You see, both US history courses (where Lewis’s March is in widespread use) and world history survey courses (for which I designed Abina and the Important Men) have an intrinsic challenge of telling a very big story to students whose main challenges and activities outside the classroom are pretty localized. We teachers struggle to get them to see the relevance of a national story, let alone a global story, when their families, jobs, and everyday experiences are still mostly situated in their own neighborhoods or cities.

I often call this a problem of “invisibility.” At the largest scale, humans in general just disappear into the stories of networks and nation-states that form the main substance of these big survey classes. But at another scale, certain groups and communities in particular are “disappeared.” The voices that are heard and the individuals who do show up in survey-level courses tend to be white, male, wealthy, powerful, abled, and recent. This is not a baseless claim; rather, it’s one that is now supported with empirical studies of textbooks and classroom practice.[1] In our increasingly diverse classrooms, the invisibility of individuals from other communities and identities is problematic.

The challenge we face is to find content and material for students that’s relatable, that they care about. Comics have that power—in particular comics about individuals, and especially comics about people with whom our students can identify. When we can show our students how those individuals are also tied up in webs of national and global history, we can help them to understand that they too are part of a wider world!

When I started working with the OER Project, I brought to the team the idea of representing the lives—and as much as possible the voices—of people from around the world and across history in a comic-style format. More than that, we wanted to make these representations not merely an add-on to the existing OER materials, but truly an integral part of the problems, evidence, and narratives in the course.

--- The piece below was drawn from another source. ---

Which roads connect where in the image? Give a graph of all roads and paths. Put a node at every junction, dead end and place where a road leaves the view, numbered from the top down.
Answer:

The idea was met with enthusiasm, and that kicked off the series of graphic biographies that are one of the hallmarks of the World History Project. Each of these graphic histories is the story of an individual caught in that web of patterns that is global history, but also affecting it. In a single comic-style page, we try to tell a story of experience and perspective that at the same time helps students to grasp, and sometimes to question, the broader patterns of continuity and change that make up the course. And, each is accompanied by a lesson plan and extended material for teachers.

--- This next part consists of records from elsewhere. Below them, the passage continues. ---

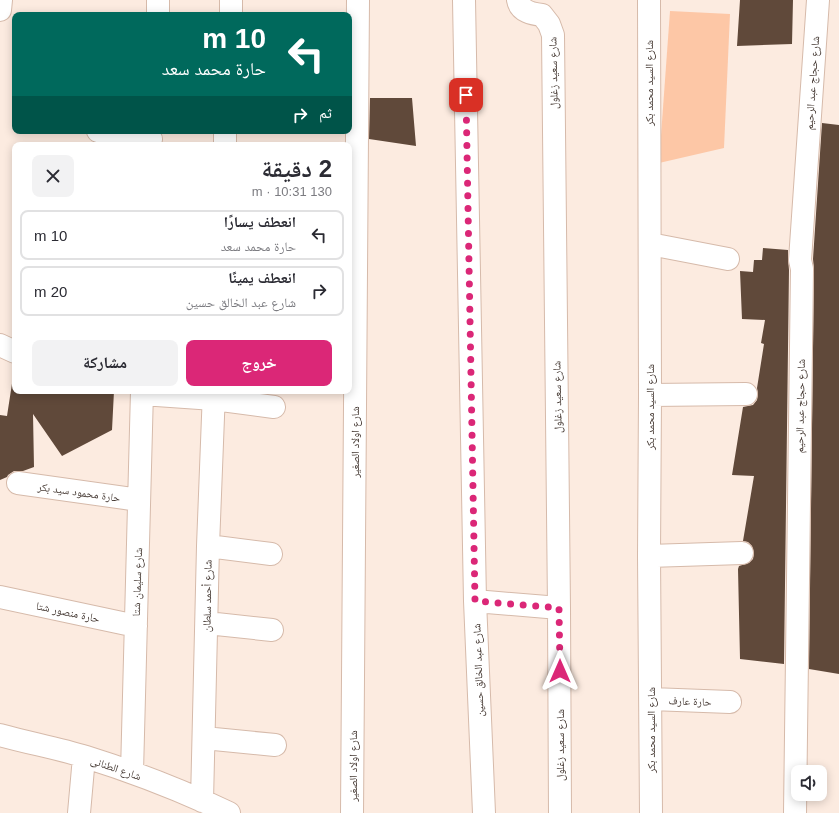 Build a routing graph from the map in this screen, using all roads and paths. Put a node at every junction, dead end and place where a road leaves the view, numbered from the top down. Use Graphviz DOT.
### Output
graph roads {
  1 [pos="1,0"];
  2 [pos="158,0"];
  3 [pos="231,0"];
  4 [pos="358,0"];
  5 [pos="464,0"];
  6 [pos="518,0"];
  7 [pos="649,0"];
  8 [pos="818,0"];
  9 [pos="0,10"];
  10 [pos="158,12"];
  11 [pos="231,12"];
  12 [pos="121,134"];
  13 [pos="151,138"];
  14 [pos="650,244"];
  15 [pos="728,259"];
  16 [pos="0,345"];
  17 [pos="12,351"];
  18 [pos="142,394"];
  19 [pos="190,394"];
  20 [pos="746,394"];
  21 [pos="214,395"];
  22 [pos="650,395"];
  23 [pos="274,407"];
  24 [pos="18,483"];
  25 [pos="139,500"];
  26 [pos="208,546"];
  27 [pos="742,553"];
  28 [pos="271,554"];
  29 [pos="649,556"];
  30 [pos="0,597"];
  31 [pos="475,601"];
  32 [pos="559,608"];
  33 [pos="207,623"];
  34 [pos="136,626"];
  35 [pos="272,630"];
  36 [pos="651,699"];
  37 [pos="730,702"];
  38 [pos="0,735"];
  39 [pos="204,738"];
  40 [pos="275,745"];
  41 [pos="84,757"];
  42 [pos="132,772"];
  43 [pos="214,808"];
  44 [pos="79,813"];
  45 [pos="352,813"];
  46 [pos="484,813"];
  47 [pos="560,813"];
  48 [pos="651,813"];
  49 [pos="795,813"];
  1 -- 9 [label="street"];
  2 -- 10 [label="street"];
  3 -- 11 [label="street"];
  4 -- 45 [label="street, شارع اولاد الصغير"];
  5 -- 31 [label="street, شارع عبد الخالق حسين"];
  6 -- 32 [label="street, شارع سعيد زغلول"];
  7 -- 14 [label="street, شارع السيد محمد بكر"];
  8 -- 49 [label="street, شارع حجاج عبد الرحيم"];
  12 -- 13 [label="street"];
  14 -- 15 [label="street"];
  14 -- 22 [label="street, شارع السيد محمد بكر"];
  16 -- 17 [label="street"];
  18 -- 25 [label="street, شارع سليمان شتا"];
  19 -- 21 [label="street"];
  20 -- 22 [label="street"];
  21 -- 23 [label="street"];
  21 -- 26 [label="street, شارع أحمد سلطان"];
  22 -- 29 [label="street, شارع السيد محمد بكر"];
  24 -- 25 [label="street, حارة محمود سيد بكر"];
  25 -- 34 [label="street, شارع سليمان شتا"];
  26 -- 28 [label="street"];
  26 -- 33 [label="street, شارع أحمد سلطان"];
  27 -- 29 [label="street"];
  29 -- 36 [label="street, شارع السيد محمد بكر"];
  30 -- 34 [label="street, حارة منصور شتا"];
  31 -- 32 [label="street"];
  31 -- 46 [label="street, شارع عبد الخالق حسين"];
  32 -- 47 [label="street, شارع سعيد زغلول"];
  33 -- 35 [label="street"];
  33 -- 39 [label="street, شارع أحمد سلطان"];
  34 -- 42 [label="street, شارع سليمان شتا"];
  36 -- 37 [label="street, حارة عارف"];
  36 -- 48 [label="street, شارع السيد محمد بكر"];
  38 -- 41 [label="street, شارع الطنانى"];
  39 -- 40 [label="street"];
  39 -- 43 [label="street, شارع أحمد سلطان"];
  41 -- 42 [label="street, شارع الطنانى"];
  41 -- 44 [label="street"];
  42 -- 43 [label="street, شارع الطنانى"];
}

 A panel from “The Nobleman of Rao” – an attempt to give an entombed West African nobleman a voice.

I’m particularly proud of some of the graphic biographies the team has developed around Black individuals. The first of these appear at the very beginning of the course, with the Egyptian folktale of “The Eloquent Peasant,” the story of a farmer unsure whether the state is his friend or not. We move from folktale to archaeology in “The Nobleman of Rao,” a man whose remains tell us much about the rise of hierarchy and governance in the Senegambia region of West Africa. The other stories we tell are more derived from written sources. Domingos Álvares was a healer and community-builder caught in the Atlantic slave trade, who nevertheless practiced his skills among a diverse community in Brazil and later as a prisoner in Portugal. Yaa Asantewaa was a queen mother and anticolonial icon whose resistance to British colonialism was rooted in both tradition and innovation. Harriet Forten Purvis brought together feminism and abolitionism in nineteenth-century Pennsylvania, one of many unsung participants in a lives-long reform battle fought across continents. More well-known, Kwame Nkrumah is famous as the leader who brought Ghana to independence in 1957, first among the sub-Saharan African states. Nobody demonstrates the difficulty of navigating decolonization and the Cold War together as well as he does.

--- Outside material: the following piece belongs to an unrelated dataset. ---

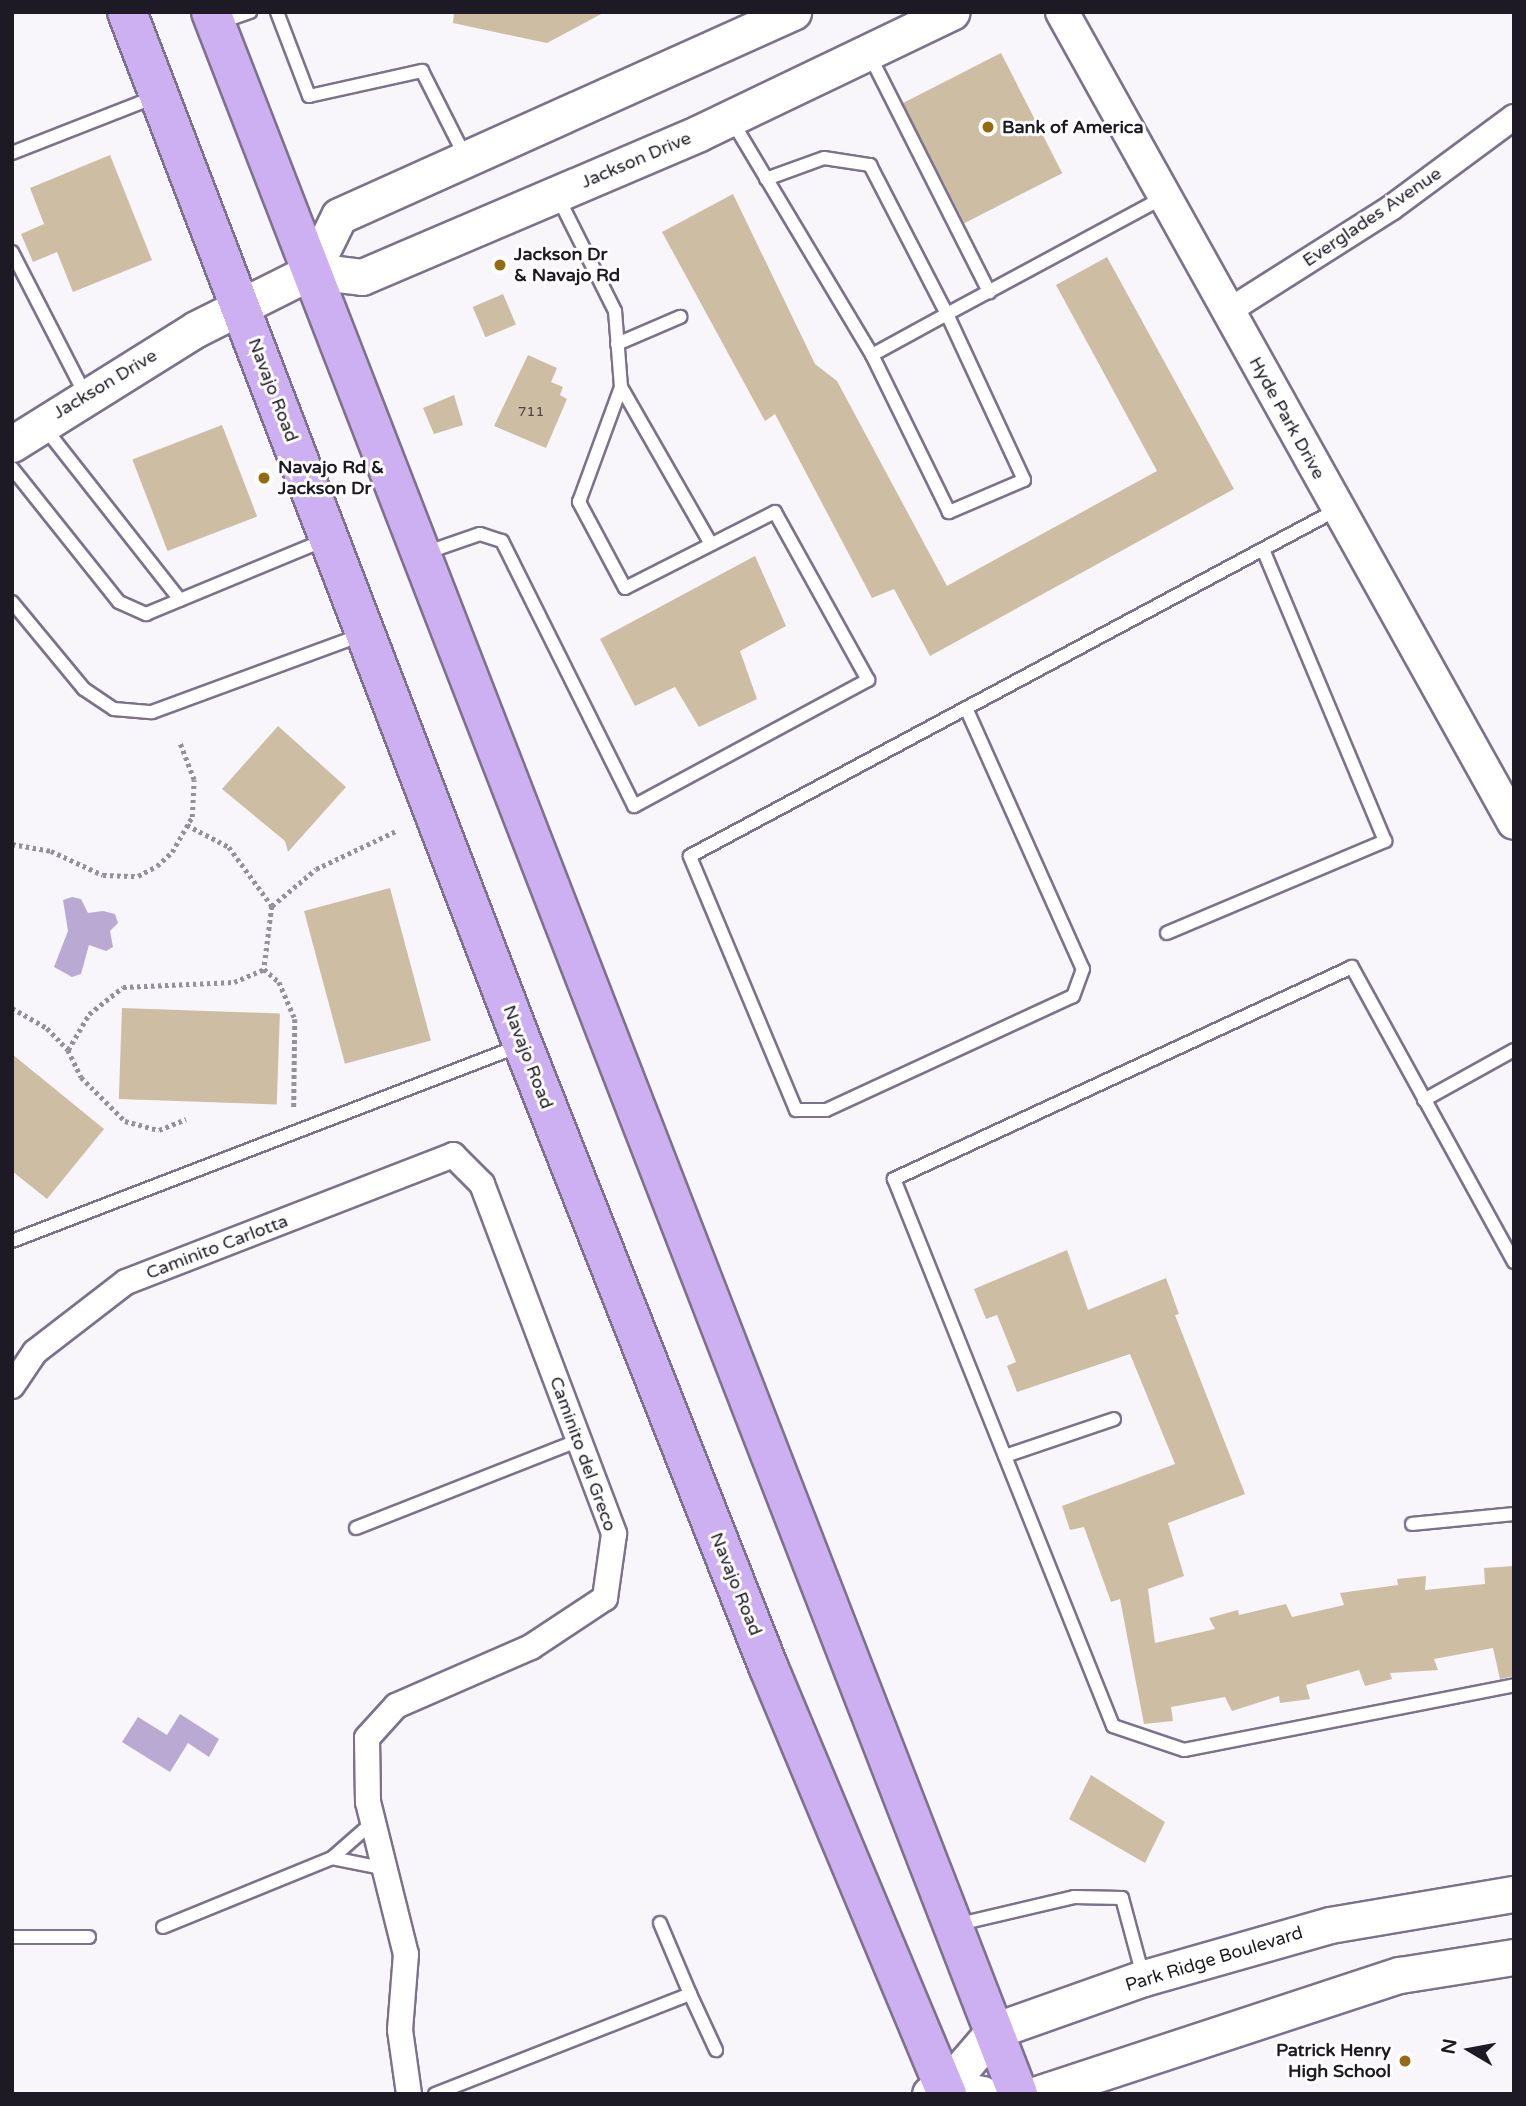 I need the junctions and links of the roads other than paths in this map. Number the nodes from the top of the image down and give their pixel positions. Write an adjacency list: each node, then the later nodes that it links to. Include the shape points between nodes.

Nor do these individuals linger only in the past. Bringing the story to the present day in which we and our students live, we also tell the stories of Grace and Aminah, two modern-day Ugandan women who travelled to the United Arab Emirates for work. Their stories are part of an exploration of globalization. Potentially the most alienating of history narratives with its massive scale stories of commerce, diplomacy, and environmental change, globalization impacts every student in your classroom. By having students engage critically in  the stories of Grace and Aminah, among others, we give them insight into the human dimensions of this era of intense globalization, and invite them to bring their own stories into the mix as well.

 A panel from “Ugandan Migrants,” which documents the experiences of two laborers on the move in search of work and economic prosperity.

Students are often deeply connected to these graphic biographies for the reasons I listed above. To get full benefit from them, however, requires that they develop somewhat different skills from reading text alone. Students can find the comics, and the lives they describe, to be rich sources when they learn how to decode them to discover the meaning the creators put into the art as well as the text. Equally important, they can learn to use the comics as evidence—at the smallest scale—to support, extend, or challenge the larger, global stories that make up the framework of a world history class.

Those skills are modeled and described in , which we made to help you prepare to teach students to do this kind of serious work with our graphic biographies. What I hope you will find in this video is a careful description of how comics can be used not only to give voice and presence to people who are otherwise often underrepresented in survey classes, but also to make those lives and voices meaningful for answering the big questions of history. For example, the Cold War is often presented as a struggle between the titanic American and Soviet states. Kwame Nkrumah’s graphic biography demonstrates how an African leader became an actor in pursuit of African independence in that conflict. Similarly, enslaved Africans are often depicted only as victims in the era of Atlantic slaving. Domingos Álvares’s story opens the question of how individuals could fight to define their lives and unite with others against that victimization.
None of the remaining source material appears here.